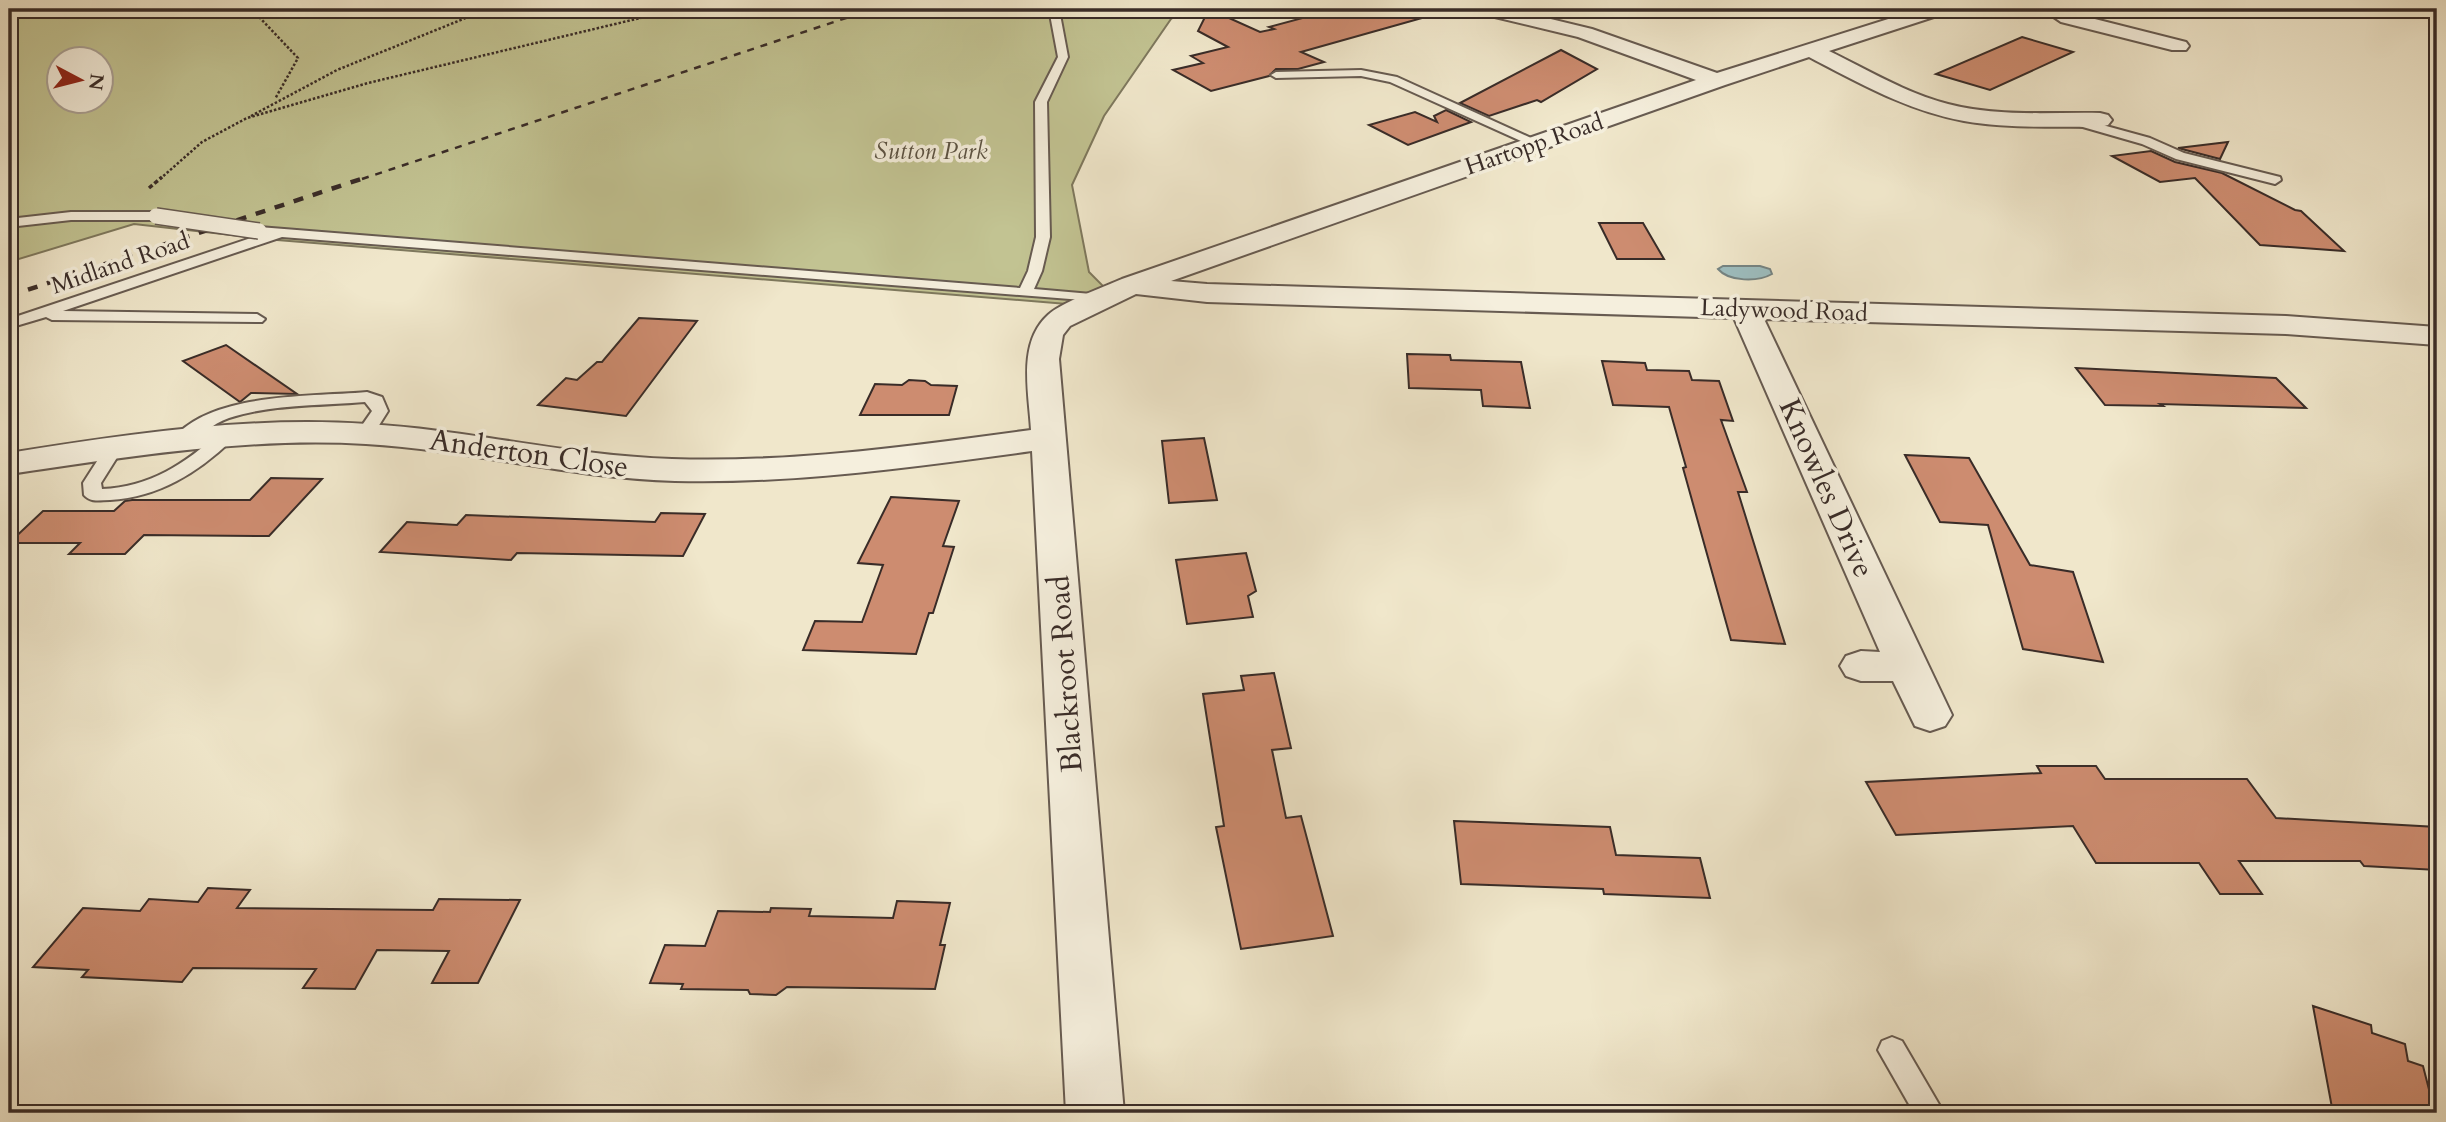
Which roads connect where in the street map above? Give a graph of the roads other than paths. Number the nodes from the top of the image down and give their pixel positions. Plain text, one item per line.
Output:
1 (1054, 9) edge
2 (1485, 9) edge
3 (1939, 9) edge
4 (2052, 9) edge
5 (2179, 46) dead end
6 (1813, 51) junction
7 (1276, 75) dead end
8 (1717, 80) junction
9 (2066, 119) junction
10 (2100, 120) dead end
11 (1536, 144) junction
12 (2275, 180) dead end
13 (9, 223) edge
14 (280, 233) junction
15 (1117, 292) junction
16 (1025, 293) junction
17 (1745, 309) junction
18 (38, 314) junction
19 (257, 319) dead end
20 (9, 324) edge
21 (2437, 336) edge
22 (365, 434) junction
23 (226, 436) junction
24 (1049, 438) junction
25 (182, 439) junction
26 (114, 448) junction
27 (9, 464) edge
28 (1861, 666) dead end
29 (1909, 667) junction
30 (1930, 715) dead end
31 (1892, 1050) dead end
32 (1095, 1113) edge
33 (1930, 1113) edge

1 - 16 lane
2 - 8 street
3 - 6 street, Hartopp Road
4 - 5 street
6 - 8 street, Hartopp Road
6 - 9 street
7 - 11 lane
8 - 11 street, Hartopp Road
9 - 10 street
9 - 12 lane
11 - 15 street, Hartopp Road
13 - 14 lane, bridge
14 - 16 lane
14 - 18 lane, Midland Road
15 - 16 lane
15 - 17 street, Ladywood Road
15 - 24 street, Blackroot Road
17 - 21 street, Ladywood Road
17 - 29 street, Knowles Drive
18 - 19 lane
18 - 20 lane, Midland Road
22 - 23 street, Anderton Close
22 - 24 street, Anderton Close
22 - 25 lane
23 - 25 street, Anderton Close
23 - 26 lane
24 - 32 street, Blackroot Road
25 - 26 street, Anderton Close
26 - 27 street, Anderton Close
28 - 29 street
29 - 30 street, Knowles Drive
31 - 33 lane

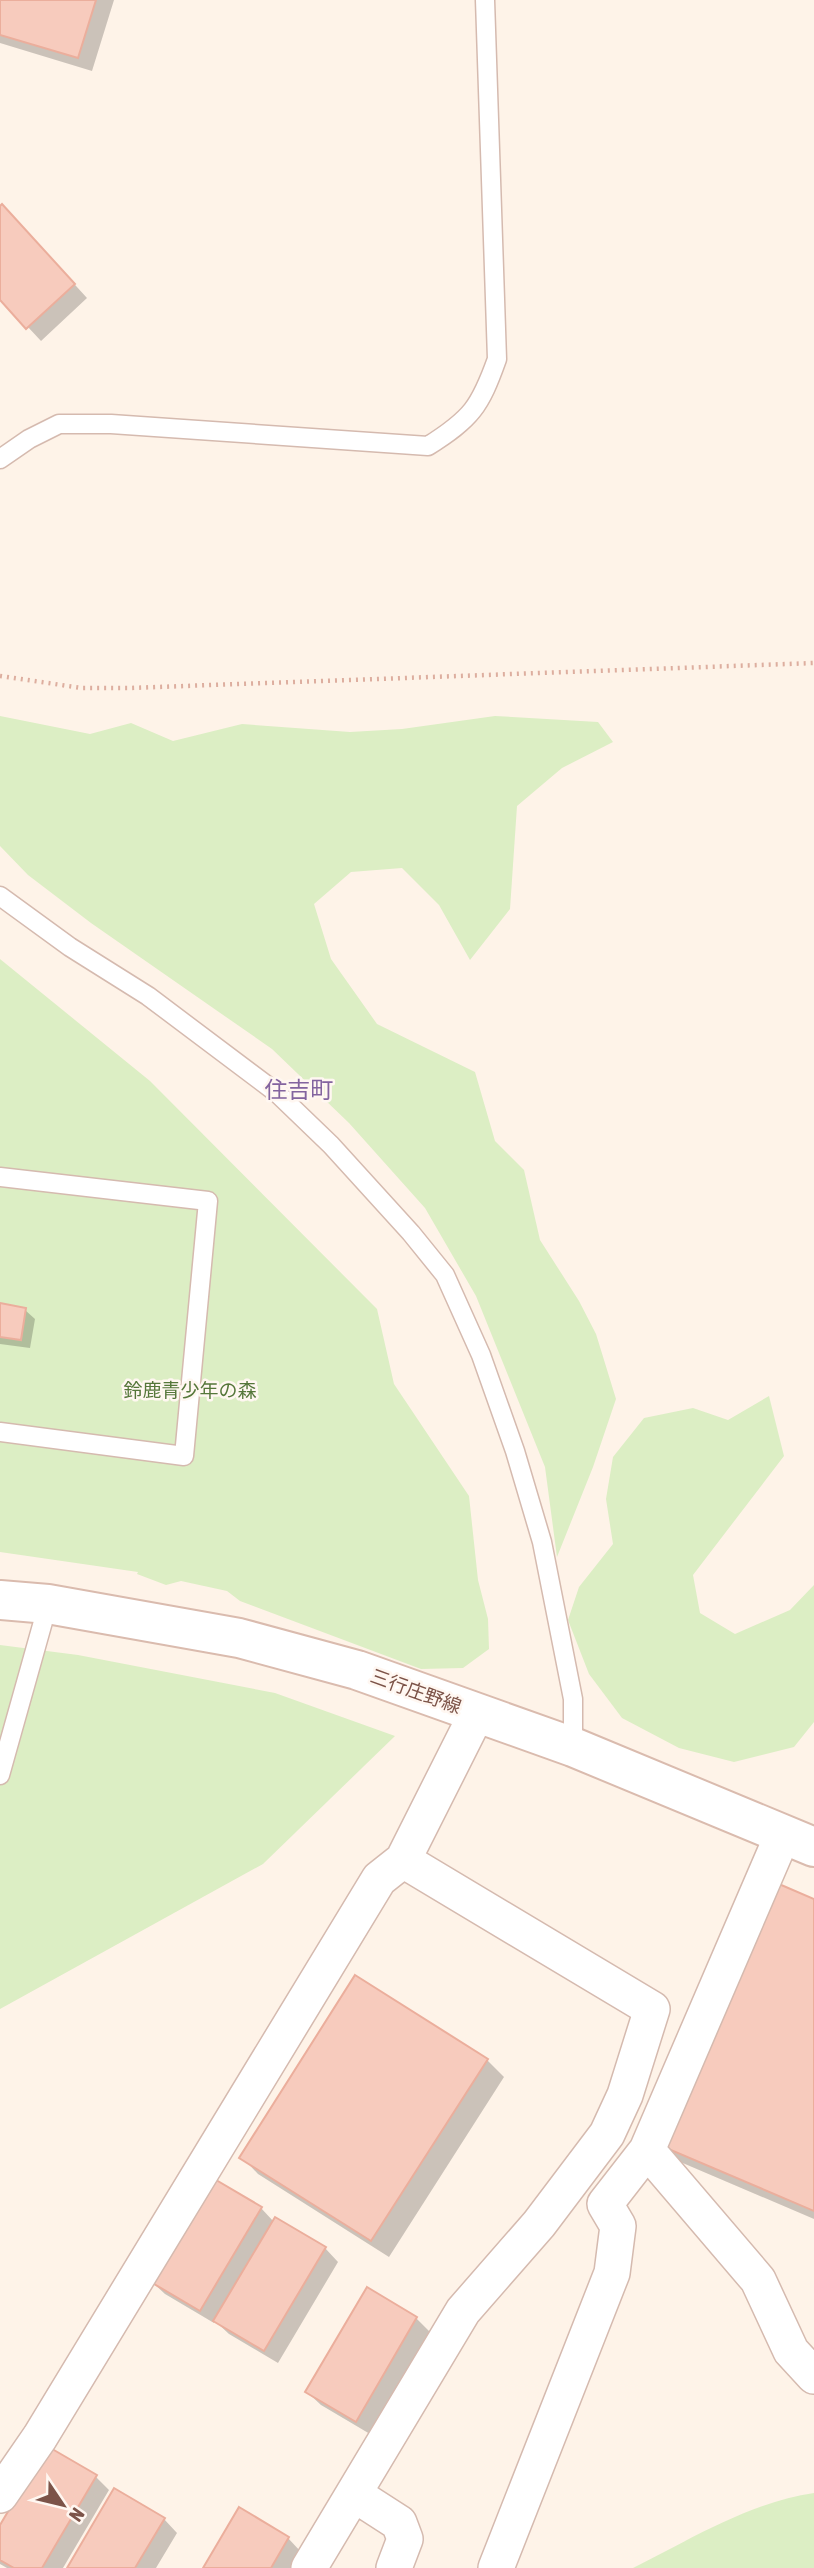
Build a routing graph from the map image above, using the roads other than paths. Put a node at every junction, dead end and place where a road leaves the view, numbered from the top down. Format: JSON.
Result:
{"nodes":[{"id":1,"x":485,"y":0,"type":"edge"},
{"id":2,"x":0,"y":459,"type":"edge"},
{"id":3,"x":0,"y":896,"type":"edge"},
{"id":4,"x":0,"y":1177,"type":"edge"},
{"id":5,"x":0,"y":1432,"type":"edge"},
{"id":6,"x":0,"y":1600,"type":"edge"},
{"id":7,"x":48,"y":1604,"type":"junction"},
{"id":8,"x":477,"y":1713,"type":"junction"},
{"id":9,"x":573,"y":1747,"type":"junction"},
{"id":10,"x":0,"y":1775,"type":"edge"},
{"id":11,"x":798,"y":1841,"type":"edge"},
{"id":12,"x":402,"y":1860,"type":"junction"},
{"id":13,"x":647,"y":2150,"type":"junction"},
{"id":14,"x":569,"y":2184,"type":"junction"},
{"id":15,"x":606,"y":2204,"type":"junction"},
{"id":16,"x":814,"y":2376,"type":"edge"},
{"id":17,"x":354,"y":2494,"type":"junction"},
{"id":18,"x":0,"y":2495,"type":"edge"},
{"id":19,"x":309,"y":2568,"type":"edge"},
{"id":20,"x":394,"y":2568,"type":"edge"},
{"id":21,"x":496,"y":2568,"type":"edge"}],
"edges":[{"from":1,"to":2,"type":"lane"},
{"from":3,"to":9,"type":"lane"},
{"from":4,"to":5,"type":"lane"},
{"from":6,"to":7,"type":"main road","name":"三行庄野線"},
{"from":7,"to":8,"type":"main road","name":"三行庄野線"},
{"from":7,"to":10,"type":"lane"},
{"from":8,"to":9,"type":"main road","name":"三行庄野線"},
{"from":8,"to":12,"type":"street"},
{"from":9,"to":11,"type":"main road","name":"三行庄野線"},
{"from":11,"to":13,"type":"street"},
{"from":12,"to":14,"type":"street"},
{"from":12,"to":18,"type":"street"},
{"from":13,"to":15,"type":"street"},
{"from":13,"to":16,"type":"street"},
{"from":14,"to":15,"type":"street"},
{"from":14,"to":17,"type":"street"},
{"from":15,"to":21,"type":"street"},
{"from":17,"to":19,"type":"street"},
{"from":17,"to":20,"type":"street"}]}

Work to complete: Search the material above for the string "Midland". Show every line that holds it.

Solution to the exercise:
14 - 18 lane, Midland Road
18 - 20 lane, Midland Road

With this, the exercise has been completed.